Jason Kirby: Scale check: employees and deployment to date?

David Goldberg: ~75 employees; ~10 years in; ~$1.3B deployed and aiming closer to $1.5B by our 10-year anniversary. Looking ahead, we want to reach ~$0.5B per year within 3–4 years. Of ~2,000 members, perhaps 250–350 have had liquidity so far—many via secondaries. There’s also a huge pool of philanthropic capital sitting idle in DAFs/foundations that we aim to unlock and direct to high-impact work.

Jason Kirby: How do you measure impact?

David Goldberg: We research cause areas for ~a year, identify effective interventions and best-placed orgs that can absorb capital, and prioritize robust evidence—randomized controlled trials or quasi-experimental designs—to draw causal links. For global health and wellbeing, we look at averted DALYs, quality of life, happiness, and income doublings. We benchmark against GiveDirectly (highly evidenced unconditional cash transfers). We consider an org “high impact” if at least as good as GiveDirectly; some top charities can be ~70× better on our models due to context, tractability, and neglectedness.

Jason Kirby: For founders listening—what’s the best way to learn more or join?

David Goldberg: Visit our website, reach out via the Learn More form. We chat with everyone before joining to ensure fit and value.

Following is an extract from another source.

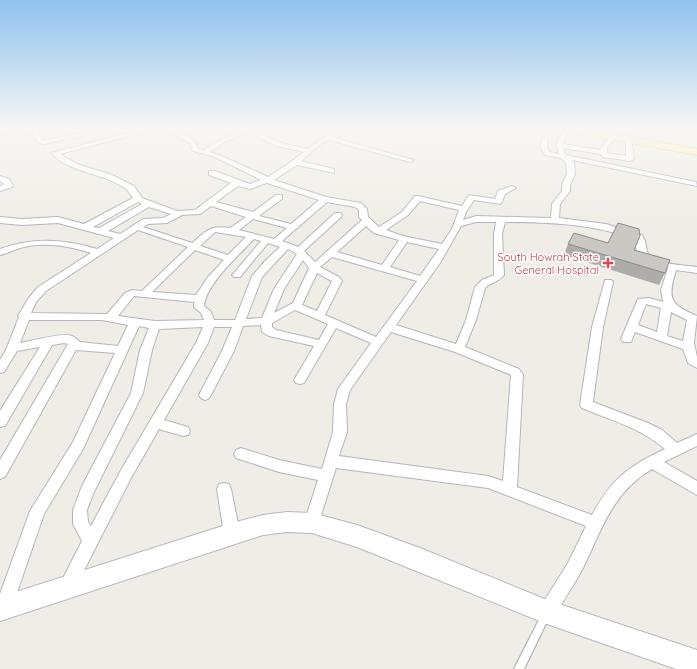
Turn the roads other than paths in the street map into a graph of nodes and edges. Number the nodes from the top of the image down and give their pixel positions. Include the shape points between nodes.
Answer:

Many people come for the community, global DAF tooling at zero cost, or advice—and some just for one of those. It’s a buffet: take what you need.

Jason Kirby: David, thanks for sharing the story and the craft behind scaling philanthropy.

David Goldberg: Thanks for having me.

 

Credits: Host: Jason Kirby · Guest: David Goldberg (Founder, Founders Pledge) · Series: Fundraising Demystify.

FAQ

What is Founders Pledge?
A global nonprofit that helps founders commit a percentage of future liquidity to charity and then deploy those funds effectively using evidence-based research and global grantmaking.
How does the pledge work?
Members sign a non-binding commitment to donate a set percentage of personal proceeds from future share sales or exits to charities of their choosing. Founders Pledge supports tax-efficient giving and high-impact deployment.
How many founders have joined and how much is pledged?
~2,000 signatories from ~40 countries have pledged just under $11B in aggregate.
How much has Founders Pledge deployed so far?
Over $1.3B has been deployed to charities globally since inception.
How does Founders Pledge evaluate impact?
They prioritize interventions with strong causal evidence (e.g., randomized controlled trials), use cost-effectiveness modeling, and benchmark against GiveDirectly—favoring areas with scale, tractability, and neglectedness.
Is Founders Pledge free?
Yes—services (including a global-first, zero-cost DAF for members) are free; operations are funded by donors, creating leverage (donations to FP help unlock substantially more to end charities).
What is the Founders Pledge venture fund?
An independent $53M rules-based fund that invests in members’ later-stage rounds (B+ with $20M+ and a tier-1 lead). 85% of GP carry is donated to charity, creating a virtuous circle.
How can I join?
Prospective members apply and speak with the team to ensure mutual fit, then sign the pledge and engage with community, research, and global giving tools.